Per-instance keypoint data
================

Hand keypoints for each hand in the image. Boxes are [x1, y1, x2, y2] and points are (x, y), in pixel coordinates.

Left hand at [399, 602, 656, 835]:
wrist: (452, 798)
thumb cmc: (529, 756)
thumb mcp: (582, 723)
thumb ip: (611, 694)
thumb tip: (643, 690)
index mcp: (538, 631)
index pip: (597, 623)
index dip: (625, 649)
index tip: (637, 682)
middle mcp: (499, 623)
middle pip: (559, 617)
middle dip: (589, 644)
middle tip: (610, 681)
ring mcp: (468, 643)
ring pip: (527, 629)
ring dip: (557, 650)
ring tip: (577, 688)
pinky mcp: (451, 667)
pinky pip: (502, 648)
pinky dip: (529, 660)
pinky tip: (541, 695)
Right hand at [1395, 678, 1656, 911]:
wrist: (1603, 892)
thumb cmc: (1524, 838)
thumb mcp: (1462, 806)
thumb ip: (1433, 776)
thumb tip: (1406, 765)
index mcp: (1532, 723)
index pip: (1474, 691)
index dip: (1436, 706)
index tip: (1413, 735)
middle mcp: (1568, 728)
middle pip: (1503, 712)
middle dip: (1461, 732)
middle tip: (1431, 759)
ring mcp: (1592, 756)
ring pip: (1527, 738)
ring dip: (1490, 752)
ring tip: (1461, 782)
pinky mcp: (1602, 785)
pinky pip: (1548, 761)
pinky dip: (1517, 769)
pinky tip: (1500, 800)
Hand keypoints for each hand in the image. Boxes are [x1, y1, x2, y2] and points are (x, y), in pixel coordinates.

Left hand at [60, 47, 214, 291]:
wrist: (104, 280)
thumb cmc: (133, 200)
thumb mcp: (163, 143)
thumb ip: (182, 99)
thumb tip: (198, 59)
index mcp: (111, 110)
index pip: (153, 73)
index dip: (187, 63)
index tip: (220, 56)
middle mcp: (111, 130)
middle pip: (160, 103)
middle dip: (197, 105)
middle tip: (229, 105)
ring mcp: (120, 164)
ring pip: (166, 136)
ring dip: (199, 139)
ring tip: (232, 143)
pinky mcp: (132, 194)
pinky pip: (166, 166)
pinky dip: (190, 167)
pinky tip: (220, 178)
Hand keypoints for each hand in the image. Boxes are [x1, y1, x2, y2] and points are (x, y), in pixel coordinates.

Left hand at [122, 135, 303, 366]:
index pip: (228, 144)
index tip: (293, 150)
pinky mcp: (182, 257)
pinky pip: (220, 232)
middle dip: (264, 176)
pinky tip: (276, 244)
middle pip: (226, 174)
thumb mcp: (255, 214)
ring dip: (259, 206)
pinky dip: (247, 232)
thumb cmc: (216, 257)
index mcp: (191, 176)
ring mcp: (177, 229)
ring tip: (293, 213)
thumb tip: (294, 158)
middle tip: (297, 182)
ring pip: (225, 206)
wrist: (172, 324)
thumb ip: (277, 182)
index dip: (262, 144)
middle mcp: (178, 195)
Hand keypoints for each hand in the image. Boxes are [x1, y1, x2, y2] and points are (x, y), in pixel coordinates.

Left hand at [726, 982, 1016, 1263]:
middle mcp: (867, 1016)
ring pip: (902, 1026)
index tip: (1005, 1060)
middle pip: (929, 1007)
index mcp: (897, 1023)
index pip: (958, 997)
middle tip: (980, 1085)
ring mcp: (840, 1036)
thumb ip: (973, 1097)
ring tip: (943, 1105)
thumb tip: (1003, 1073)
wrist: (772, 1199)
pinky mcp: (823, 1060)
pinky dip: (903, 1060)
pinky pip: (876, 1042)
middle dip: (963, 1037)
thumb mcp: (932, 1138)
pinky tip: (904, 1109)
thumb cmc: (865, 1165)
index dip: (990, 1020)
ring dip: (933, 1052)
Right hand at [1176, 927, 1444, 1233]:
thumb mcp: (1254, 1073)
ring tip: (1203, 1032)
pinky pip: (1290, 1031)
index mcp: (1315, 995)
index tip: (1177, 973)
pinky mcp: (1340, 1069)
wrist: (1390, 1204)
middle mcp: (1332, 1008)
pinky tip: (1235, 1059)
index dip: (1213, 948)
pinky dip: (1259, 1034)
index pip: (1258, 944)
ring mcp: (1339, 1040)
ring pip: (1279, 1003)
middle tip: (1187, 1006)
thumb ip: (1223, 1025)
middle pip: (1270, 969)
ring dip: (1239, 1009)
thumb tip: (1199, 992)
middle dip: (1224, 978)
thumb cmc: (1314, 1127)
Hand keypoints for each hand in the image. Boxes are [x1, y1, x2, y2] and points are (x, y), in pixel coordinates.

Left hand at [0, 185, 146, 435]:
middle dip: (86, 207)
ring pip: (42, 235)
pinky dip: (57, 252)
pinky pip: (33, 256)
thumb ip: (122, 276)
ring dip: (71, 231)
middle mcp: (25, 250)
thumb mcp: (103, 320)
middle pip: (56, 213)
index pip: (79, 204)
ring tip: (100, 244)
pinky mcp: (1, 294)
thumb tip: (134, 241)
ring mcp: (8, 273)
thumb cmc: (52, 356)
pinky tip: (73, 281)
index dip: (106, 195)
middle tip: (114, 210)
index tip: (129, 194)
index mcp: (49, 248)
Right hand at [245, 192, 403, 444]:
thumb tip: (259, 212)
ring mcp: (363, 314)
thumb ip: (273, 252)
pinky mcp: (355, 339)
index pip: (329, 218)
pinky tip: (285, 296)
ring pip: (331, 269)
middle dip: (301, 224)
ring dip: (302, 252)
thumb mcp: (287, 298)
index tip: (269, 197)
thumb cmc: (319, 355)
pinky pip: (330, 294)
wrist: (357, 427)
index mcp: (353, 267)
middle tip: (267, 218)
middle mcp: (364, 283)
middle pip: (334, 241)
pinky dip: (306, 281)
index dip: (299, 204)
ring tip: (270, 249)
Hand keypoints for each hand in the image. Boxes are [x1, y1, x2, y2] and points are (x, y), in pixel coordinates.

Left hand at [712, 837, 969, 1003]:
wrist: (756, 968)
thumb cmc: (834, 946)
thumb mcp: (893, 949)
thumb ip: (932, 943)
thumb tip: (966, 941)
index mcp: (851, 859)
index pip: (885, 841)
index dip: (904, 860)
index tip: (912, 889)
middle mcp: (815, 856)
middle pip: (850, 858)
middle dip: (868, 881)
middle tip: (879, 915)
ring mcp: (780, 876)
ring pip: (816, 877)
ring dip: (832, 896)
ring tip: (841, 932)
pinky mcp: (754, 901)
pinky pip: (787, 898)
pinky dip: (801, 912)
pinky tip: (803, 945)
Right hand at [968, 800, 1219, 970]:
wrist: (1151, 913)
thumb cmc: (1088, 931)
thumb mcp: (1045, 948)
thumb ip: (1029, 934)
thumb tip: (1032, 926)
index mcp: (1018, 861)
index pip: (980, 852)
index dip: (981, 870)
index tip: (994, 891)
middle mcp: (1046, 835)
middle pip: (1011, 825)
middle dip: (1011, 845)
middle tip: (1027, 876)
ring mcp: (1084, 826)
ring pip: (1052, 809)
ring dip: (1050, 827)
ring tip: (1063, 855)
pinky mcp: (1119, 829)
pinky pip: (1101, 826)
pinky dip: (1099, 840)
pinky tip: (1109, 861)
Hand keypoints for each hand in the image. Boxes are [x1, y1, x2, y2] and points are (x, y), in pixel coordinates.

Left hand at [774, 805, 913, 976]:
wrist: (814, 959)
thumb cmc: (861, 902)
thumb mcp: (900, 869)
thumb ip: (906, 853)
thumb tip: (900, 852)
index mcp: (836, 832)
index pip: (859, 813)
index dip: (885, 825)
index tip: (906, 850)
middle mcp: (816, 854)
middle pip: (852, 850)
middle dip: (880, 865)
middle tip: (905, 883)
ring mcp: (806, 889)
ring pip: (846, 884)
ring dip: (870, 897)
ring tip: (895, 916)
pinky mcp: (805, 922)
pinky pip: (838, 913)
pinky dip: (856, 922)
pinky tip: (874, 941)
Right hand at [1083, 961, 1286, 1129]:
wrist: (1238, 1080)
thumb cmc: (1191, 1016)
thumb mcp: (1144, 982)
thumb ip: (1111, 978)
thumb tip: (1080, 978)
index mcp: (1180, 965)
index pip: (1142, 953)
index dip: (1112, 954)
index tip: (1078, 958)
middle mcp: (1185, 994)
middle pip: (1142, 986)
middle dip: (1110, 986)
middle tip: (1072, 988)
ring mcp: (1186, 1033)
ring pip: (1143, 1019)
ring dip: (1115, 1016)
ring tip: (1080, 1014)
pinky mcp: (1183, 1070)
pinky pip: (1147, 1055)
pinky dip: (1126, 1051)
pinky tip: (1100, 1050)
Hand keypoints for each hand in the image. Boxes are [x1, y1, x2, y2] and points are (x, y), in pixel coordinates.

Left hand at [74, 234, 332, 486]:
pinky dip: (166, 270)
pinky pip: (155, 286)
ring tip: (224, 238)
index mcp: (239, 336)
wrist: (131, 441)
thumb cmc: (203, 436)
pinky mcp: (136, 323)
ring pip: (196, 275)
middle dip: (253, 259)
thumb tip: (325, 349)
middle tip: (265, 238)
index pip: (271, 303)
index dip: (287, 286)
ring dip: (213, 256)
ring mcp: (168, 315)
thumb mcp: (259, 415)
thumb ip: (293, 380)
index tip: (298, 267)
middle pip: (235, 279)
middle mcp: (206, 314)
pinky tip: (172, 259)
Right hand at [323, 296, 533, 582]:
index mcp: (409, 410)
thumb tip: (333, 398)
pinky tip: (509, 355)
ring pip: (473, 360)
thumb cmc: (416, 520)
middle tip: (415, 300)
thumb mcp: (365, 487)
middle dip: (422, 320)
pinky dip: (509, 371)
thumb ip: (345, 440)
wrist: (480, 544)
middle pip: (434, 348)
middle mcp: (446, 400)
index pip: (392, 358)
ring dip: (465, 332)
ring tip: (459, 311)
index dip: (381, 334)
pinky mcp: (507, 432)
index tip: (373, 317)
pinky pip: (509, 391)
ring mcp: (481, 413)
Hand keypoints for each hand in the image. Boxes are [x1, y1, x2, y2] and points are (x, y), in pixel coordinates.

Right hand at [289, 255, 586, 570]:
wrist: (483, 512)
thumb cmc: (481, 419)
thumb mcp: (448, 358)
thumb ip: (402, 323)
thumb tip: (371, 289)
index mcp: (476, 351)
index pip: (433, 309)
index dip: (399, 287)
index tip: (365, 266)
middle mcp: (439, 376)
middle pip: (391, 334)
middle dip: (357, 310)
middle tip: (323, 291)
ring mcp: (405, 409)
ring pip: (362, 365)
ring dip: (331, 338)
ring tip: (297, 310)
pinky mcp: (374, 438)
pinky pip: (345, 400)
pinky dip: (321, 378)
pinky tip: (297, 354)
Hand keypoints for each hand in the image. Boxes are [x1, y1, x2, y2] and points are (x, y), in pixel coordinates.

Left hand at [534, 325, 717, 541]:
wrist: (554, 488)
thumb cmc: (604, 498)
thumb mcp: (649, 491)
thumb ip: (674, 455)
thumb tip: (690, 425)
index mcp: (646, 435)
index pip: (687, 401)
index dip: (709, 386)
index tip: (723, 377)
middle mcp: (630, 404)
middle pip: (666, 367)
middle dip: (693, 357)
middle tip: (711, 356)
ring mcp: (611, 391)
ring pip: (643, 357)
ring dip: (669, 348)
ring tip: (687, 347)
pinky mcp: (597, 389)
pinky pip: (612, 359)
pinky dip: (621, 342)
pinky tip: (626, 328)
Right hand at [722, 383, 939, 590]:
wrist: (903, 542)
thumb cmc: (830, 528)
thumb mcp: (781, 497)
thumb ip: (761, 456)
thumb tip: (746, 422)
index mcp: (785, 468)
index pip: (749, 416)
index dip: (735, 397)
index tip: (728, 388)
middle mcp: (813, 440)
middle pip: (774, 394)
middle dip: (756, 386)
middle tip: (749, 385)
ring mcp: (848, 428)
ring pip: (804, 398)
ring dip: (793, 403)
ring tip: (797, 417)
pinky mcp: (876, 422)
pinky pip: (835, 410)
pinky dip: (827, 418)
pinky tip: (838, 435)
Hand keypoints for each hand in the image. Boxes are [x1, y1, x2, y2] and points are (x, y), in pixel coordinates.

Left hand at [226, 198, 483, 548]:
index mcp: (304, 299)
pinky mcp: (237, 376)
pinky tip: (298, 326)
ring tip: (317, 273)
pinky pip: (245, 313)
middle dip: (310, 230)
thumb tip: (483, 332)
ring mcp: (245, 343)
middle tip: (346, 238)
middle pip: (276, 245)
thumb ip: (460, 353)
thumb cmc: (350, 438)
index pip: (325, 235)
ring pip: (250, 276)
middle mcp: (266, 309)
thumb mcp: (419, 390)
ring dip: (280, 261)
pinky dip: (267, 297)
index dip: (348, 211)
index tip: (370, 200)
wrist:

================

EXERCISE
Taking the lines above, repeat exactly those from the line that contains "index pip: (885, 841)" through the line that contains "pinky mcp: (1119, 829)", and both of those lines as well. Include nothing else.

WRITTEN ANSWER
index pip: (885, 841)
index dip: (904, 860)
index tip: (912, 889)
middle mcp: (815, 856)
middle pip: (850, 858)
middle dip: (868, 881)
middle tip: (879, 915)
ring mcp: (780, 876)
ring pip: (816, 877)
ring dip: (832, 896)
ring tip: (841, 932)
pinky mcp: (754, 901)
pinky pip: (787, 898)
pinky dip: (801, 912)
pinky tip: (803, 945)
Right hand at [968, 800, 1219, 970]:
wrist: (1151, 913)
thumb cmc: (1088, 931)
thumb mcp: (1045, 948)
thumb ip: (1029, 934)
thumb tip: (1032, 926)
index mcp: (1018, 861)
index pip: (980, 852)
index dip: (981, 870)
index tip: (994, 891)
middle mcp: (1046, 835)
middle pip: (1011, 825)
middle dip: (1011, 845)
middle tip: (1027, 876)
ring mcp: (1084, 826)
ring pip: (1052, 809)
ring dip: (1050, 827)
ring tip: (1063, 855)
pinky mcp: (1119, 829)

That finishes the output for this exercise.